4. Flutter vs. React Native: Architecture Flutter’s architecture is centered around the Skia C++ engine, and it doesn’t require a bridge to interact with the native components, leading to faster performance. React Native uses the JavaScript bridge to communicate with native APIs, which can introduce performance bottlenecks.

5. Flutter vs. React Native: Installation Installation is straightforward for both frameworks. Flutter requires downloading the binary for a specific platform from the source, while React Native can be installed using npm if you have Node.js installed.

6. Flutter vs. React Native: UI and Development API Flutter provides a rich set of highly customizable widgets that make it easy to create complex UIs. React Native, meanwhile, relies more on native components, which may lead to a more native look and feel but can be limiting in terms of customization.

7. Flutter or React Native: Community Support React Native benefits from a large, mature community. Flutter’s community is smaller but growing rapidly, with Google’s backing and increasing adoption.

8. Flutter or React Native: Packages and Libraries React Native has a more extensive range of packages and libraries due to its longer existence. Flutter is building its library ecosystem, with support for many essential features and continuous contributions from its community.

9. Flutter vs. React Native: Development Time Both frameworks offer features like hot reload which can significantly reduce development time. However, React Native’s broader range of libraries can sometimes mean faster development for common features.

10. Flutter vs. React Native: Code Reusability Both frameworks excel at code reusability across iOS and Android, but Flutter also targets web and desktop, potentially increasing its reusability scope.

11. Flutter vs. React Native: Quality Assurance With Flutter, the uniformity of widgets across platforms can reduce the need for testing. React Native may require more platform-specific testing due to its use of native components.

12. Flutter vs. React Native: Release Both have streamlined processes for releasing apps to the app stores, but Flutter’s single codebase and lack of reliance on native elements can simplify the build and release process.

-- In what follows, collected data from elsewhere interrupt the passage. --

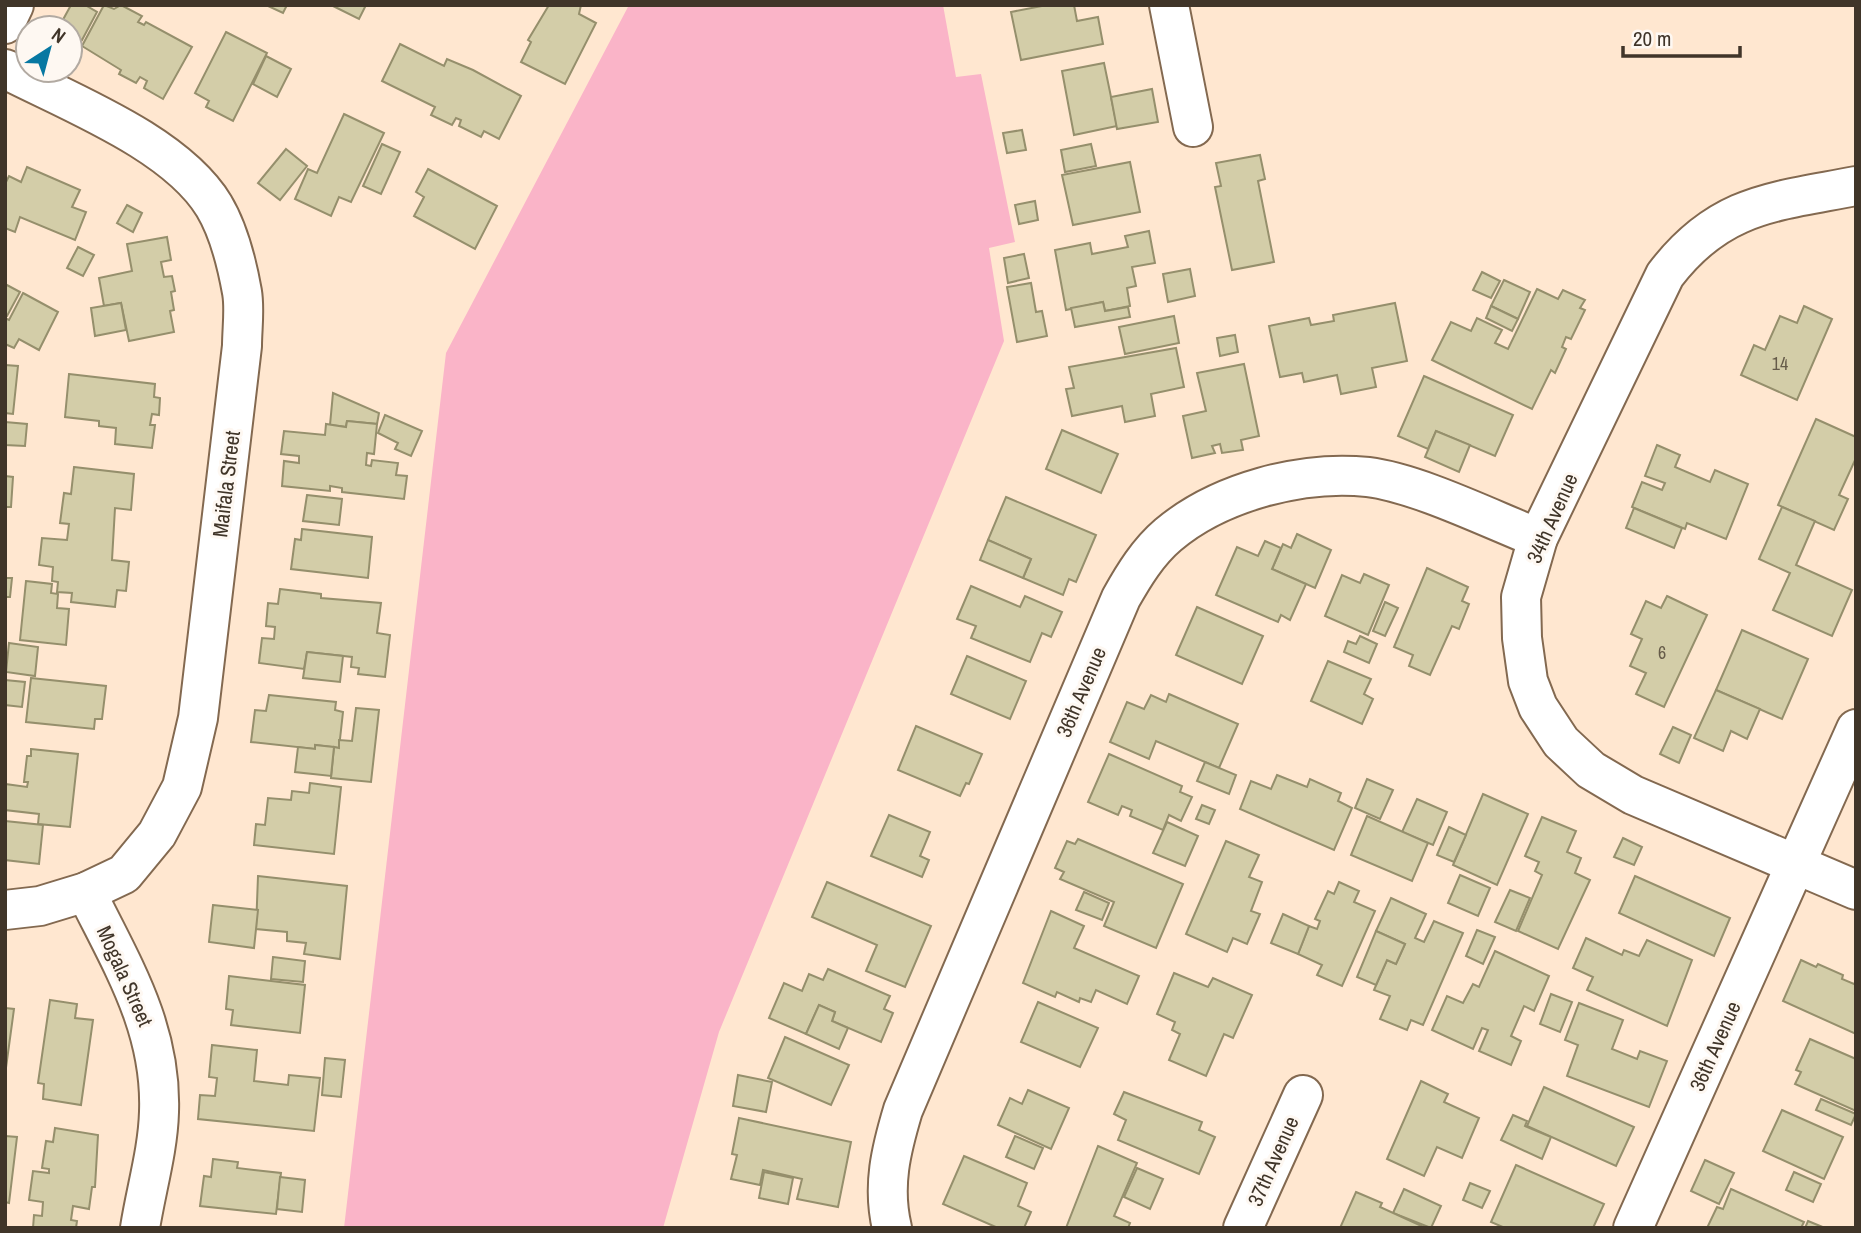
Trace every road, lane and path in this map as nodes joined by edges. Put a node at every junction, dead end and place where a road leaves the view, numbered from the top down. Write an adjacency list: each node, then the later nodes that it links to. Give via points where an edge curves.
1 (14, 5): 3 (street)
2 (1169, 5): 5 (street)
3 (5, 24)
4 (5, 69): 11 (street, Maifala Street, via 157,149 193,179 223,226 242,295 242,346 198,718 182,787 157,834 124,874)
5 (1193, 127)
6 (1856, 186): 7 (street, 34th Avenue, via 1744,210 1711,228 1681,253 1665,275)
7 (1538, 538): 9 (street, 34th Avenue, via 1521,597 1522,638 1528,681 1538,707 1561,742 1591,770 1633,794); 15 (street, 36th Avenue, via 1397,483 1368,477 1325,477 1273,486 1221,502 1167,536 1142,563 1121,598 903,1110 886,1186)
8 (1856, 729): 9 (street, 36th Avenue)
9 (1797, 865): 10 (street, 34th Avenue); 17 (street, 36th Avenue)
10 (1856, 890)
11 (86, 892): 12 (street, Maifala Street, via 40,906); 14 (street, Mogala Street, via 142,1006 154,1043 159,1115)
12 (5, 910)
13 (1303, 1095): 16 (street, 37th Avenue)
14 (140, 1228)
15 (892, 1228)
16 (1243, 1228)
17 (1633, 1228)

13. Flutter vs. React Native: Hiring Developers Hiring may be easier for React Native due to the large pool of JavaScript developers. Flutter’s use of Dart means a smaller pool, but it is mitigated by Dart’s ease of learning for developers familiar with OOP languages.

14. Flutter vs. React Native: Device Compatibility React Native’s use of native components means it often has better device compatibility out of the box. Flutter also has good device compatibility but might occasionally need more work to integrate with device-specific features.


In summary, both Flutter and React Native have unique advantages and are preferred for different reasons. React Native is an established framework with a vast community, while Flutter is recognized for its performance and design flexibility. The choice between them would depend on the project’s specific needs, existing developer skills, and long-term maintenance expectations.